[Dataset entries]

--------------------

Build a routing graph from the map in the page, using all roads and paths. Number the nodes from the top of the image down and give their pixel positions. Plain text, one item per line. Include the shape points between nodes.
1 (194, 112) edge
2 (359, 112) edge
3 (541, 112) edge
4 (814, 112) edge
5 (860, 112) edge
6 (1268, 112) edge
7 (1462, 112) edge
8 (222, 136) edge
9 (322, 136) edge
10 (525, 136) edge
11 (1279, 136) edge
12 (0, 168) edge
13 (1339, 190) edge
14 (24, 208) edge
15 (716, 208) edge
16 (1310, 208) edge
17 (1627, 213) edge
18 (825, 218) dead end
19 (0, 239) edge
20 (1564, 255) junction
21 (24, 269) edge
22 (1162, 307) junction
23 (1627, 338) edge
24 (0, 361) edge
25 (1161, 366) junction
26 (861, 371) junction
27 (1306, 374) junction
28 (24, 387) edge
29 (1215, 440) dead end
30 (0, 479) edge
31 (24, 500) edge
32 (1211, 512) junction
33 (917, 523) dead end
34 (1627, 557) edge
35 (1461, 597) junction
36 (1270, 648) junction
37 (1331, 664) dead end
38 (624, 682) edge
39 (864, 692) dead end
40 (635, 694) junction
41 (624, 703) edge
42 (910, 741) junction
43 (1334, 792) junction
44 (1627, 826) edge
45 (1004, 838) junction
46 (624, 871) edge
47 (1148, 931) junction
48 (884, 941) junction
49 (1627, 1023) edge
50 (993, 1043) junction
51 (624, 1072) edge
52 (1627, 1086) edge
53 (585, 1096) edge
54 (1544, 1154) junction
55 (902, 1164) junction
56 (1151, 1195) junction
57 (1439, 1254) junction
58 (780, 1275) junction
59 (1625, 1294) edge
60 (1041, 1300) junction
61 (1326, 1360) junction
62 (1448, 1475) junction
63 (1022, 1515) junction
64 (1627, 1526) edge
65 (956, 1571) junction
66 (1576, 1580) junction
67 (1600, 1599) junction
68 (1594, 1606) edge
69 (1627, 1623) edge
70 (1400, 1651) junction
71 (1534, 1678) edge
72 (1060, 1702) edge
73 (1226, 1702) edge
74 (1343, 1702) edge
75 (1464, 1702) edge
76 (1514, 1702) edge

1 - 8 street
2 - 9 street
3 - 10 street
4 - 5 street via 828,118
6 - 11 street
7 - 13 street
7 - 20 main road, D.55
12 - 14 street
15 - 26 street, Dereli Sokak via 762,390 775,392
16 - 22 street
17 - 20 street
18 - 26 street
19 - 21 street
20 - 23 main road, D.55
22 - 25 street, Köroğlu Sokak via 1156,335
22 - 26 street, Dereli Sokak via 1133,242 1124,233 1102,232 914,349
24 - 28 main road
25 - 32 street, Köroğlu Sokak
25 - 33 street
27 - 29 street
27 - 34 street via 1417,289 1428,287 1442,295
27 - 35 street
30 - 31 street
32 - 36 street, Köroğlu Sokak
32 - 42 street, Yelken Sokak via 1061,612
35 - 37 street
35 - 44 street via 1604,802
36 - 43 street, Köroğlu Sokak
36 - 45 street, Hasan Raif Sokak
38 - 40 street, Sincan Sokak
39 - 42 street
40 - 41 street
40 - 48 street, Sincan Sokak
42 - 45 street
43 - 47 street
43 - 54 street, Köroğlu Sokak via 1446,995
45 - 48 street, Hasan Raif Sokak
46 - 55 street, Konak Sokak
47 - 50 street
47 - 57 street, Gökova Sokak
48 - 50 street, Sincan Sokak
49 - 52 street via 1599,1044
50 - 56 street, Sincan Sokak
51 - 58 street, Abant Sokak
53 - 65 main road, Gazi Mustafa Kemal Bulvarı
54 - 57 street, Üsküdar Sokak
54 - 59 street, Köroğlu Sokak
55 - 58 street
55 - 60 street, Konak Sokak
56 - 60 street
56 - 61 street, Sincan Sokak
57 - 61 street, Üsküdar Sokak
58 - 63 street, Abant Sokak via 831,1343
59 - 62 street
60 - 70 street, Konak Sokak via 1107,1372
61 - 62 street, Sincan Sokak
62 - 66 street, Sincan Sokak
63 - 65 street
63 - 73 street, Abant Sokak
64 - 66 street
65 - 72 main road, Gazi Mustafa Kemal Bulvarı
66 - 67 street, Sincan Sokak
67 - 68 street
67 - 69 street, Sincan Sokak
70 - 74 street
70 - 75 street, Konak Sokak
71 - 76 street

--------------------

▶ What to produce: Give every entry again, character for character.

▶ Problem solution:
Build a routing graph from the map in the page, using all roads and paths. Number the nodes from the top of the image down and give their pixel positions. Plain text, one item per line. Include the shape points between nodes.
1 (194, 112) edge
2 (359, 112) edge
3 (541, 112) edge
4 (814, 112) edge
5 (860, 112) edge
6 (1268, 112) edge
7 (1462, 112) edge
8 (222, 136) edge
9 (322, 136) edge
10 (525, 136) edge
11 (1279, 136) edge
12 (0, 168) edge
13 (1339, 190) edge
14 (24, 208) edge
15 (716, 208) edge
16 (1310, 208) edge
17 (1627, 213) edge
18 (825, 218) dead end
19 (0, 239) edge
20 (1564, 255) junction
21 (24, 269) edge
22 (1162, 307) junction
23 (1627, 338) edge
24 (0, 361) edge
25 (1161, 366) junction
26 (861, 371) junction
27 (1306, 374) junction
28 (24, 387) edge
29 (1215, 440) dead end
30 (0, 479) edge
31 (24, 500) edge
32 (1211, 512) junction
33 (917, 523) dead end
34 (1627, 557) edge
35 (1461, 597) junction
36 (1270, 648) junction
37 (1331, 664) dead end
38 (624, 682) edge
39 (864, 692) dead end
40 (635, 694) junction
41 (624, 703) edge
42 (910, 741) junction
43 (1334, 792) junction
44 (1627, 826) edge
45 (1004, 838) junction
46 (624, 871) edge
47 (1148, 931) junction
48 (884, 941) junction
49 (1627, 1023) edge
50 (993, 1043) junction
51 (624, 1072) edge
52 (1627, 1086) edge
53 (585, 1096) edge
54 (1544, 1154) junction
55 (902, 1164) junction
56 (1151, 1195) junction
57 (1439, 1254) junction
58 (780, 1275) junction
59 (1625, 1294) edge
60 (1041, 1300) junction
61 (1326, 1360) junction
62 (1448, 1475) junction
63 (1022, 1515) junction
64 (1627, 1526) edge
65 (956, 1571) junction
66 (1576, 1580) junction
67 (1600, 1599) junction
68 (1594, 1606) edge
69 (1627, 1623) edge
70 (1400, 1651) junction
71 (1534, 1678) edge
72 (1060, 1702) edge
73 (1226, 1702) edge
74 (1343, 1702) edge
75 (1464, 1702) edge
76 (1514, 1702) edge

1 - 8 street
2 - 9 street
3 - 10 street
4 - 5 street via 828,118
6 - 11 street
7 - 13 street
7 - 20 main road, D.55
12 - 14 street
15 - 26 street, Dereli Sokak via 762,390 775,392
16 - 22 street
17 - 20 street
18 - 26 street
19 - 21 street
20 - 23 main road, D.55
22 - 25 street, Köroğlu Sokak via 1156,335
22 - 26 street, Dereli Sokak via 1133,242 1124,233 1102,232 914,349
24 - 28 main road
25 - 32 street, Köroğlu Sokak
25 - 33 street
27 - 29 street
27 - 34 street via 1417,289 1428,287 1442,295
27 - 35 street
30 - 31 street
32 - 36 street, Köroğlu Sokak
32 - 42 street, Yelken Sokak via 1061,612
35 - 37 street
35 - 44 street via 1604,802
36 - 43 street, Köroğlu Sokak
36 - 45 street, Hasan Raif Sokak
38 - 40 street, Sincan Sokak
39 - 42 street
40 - 41 street
40 - 48 street, Sincan Sokak
42 - 45 street
43 - 47 street
43 - 54 street, Köroğlu Sokak via 1446,995
45 - 48 street, Hasan Raif Sokak
46 - 55 street, Konak Sokak
47 - 50 street
47 - 57 street, Gökova Sokak
48 - 50 street, Sincan Sokak
49 - 52 street via 1599,1044
50 - 56 street, Sincan Sokak
51 - 58 street, Abant Sokak
53 - 65 main road, Gazi Mustafa Kemal Bulvarı
54 - 57 street, Üsküdar Sokak
54 - 59 street, Köroğlu Sokak
55 - 58 street
55 - 60 street, Konak Sokak
56 - 60 street
56 - 61 street, Sincan Sokak
57 - 61 street, Üsküdar Sokak
58 - 63 street, Abant Sokak via 831,1343
59 - 62 street
60 - 70 street, Konak Sokak via 1107,1372
61 - 62 street, Sincan Sokak
62 - 66 street, Sincan Sokak
63 - 65 street
63 - 73 street, Abant Sokak
64 - 66 street
65 - 72 main road, Gazi Mustafa Kemal Bulvarı
66 - 67 street, Sincan Sokak
67 - 68 street
67 - 69 street, Sincan Sokak
70 - 74 street
70 - 75 street, Konak Sokak
71 - 76 street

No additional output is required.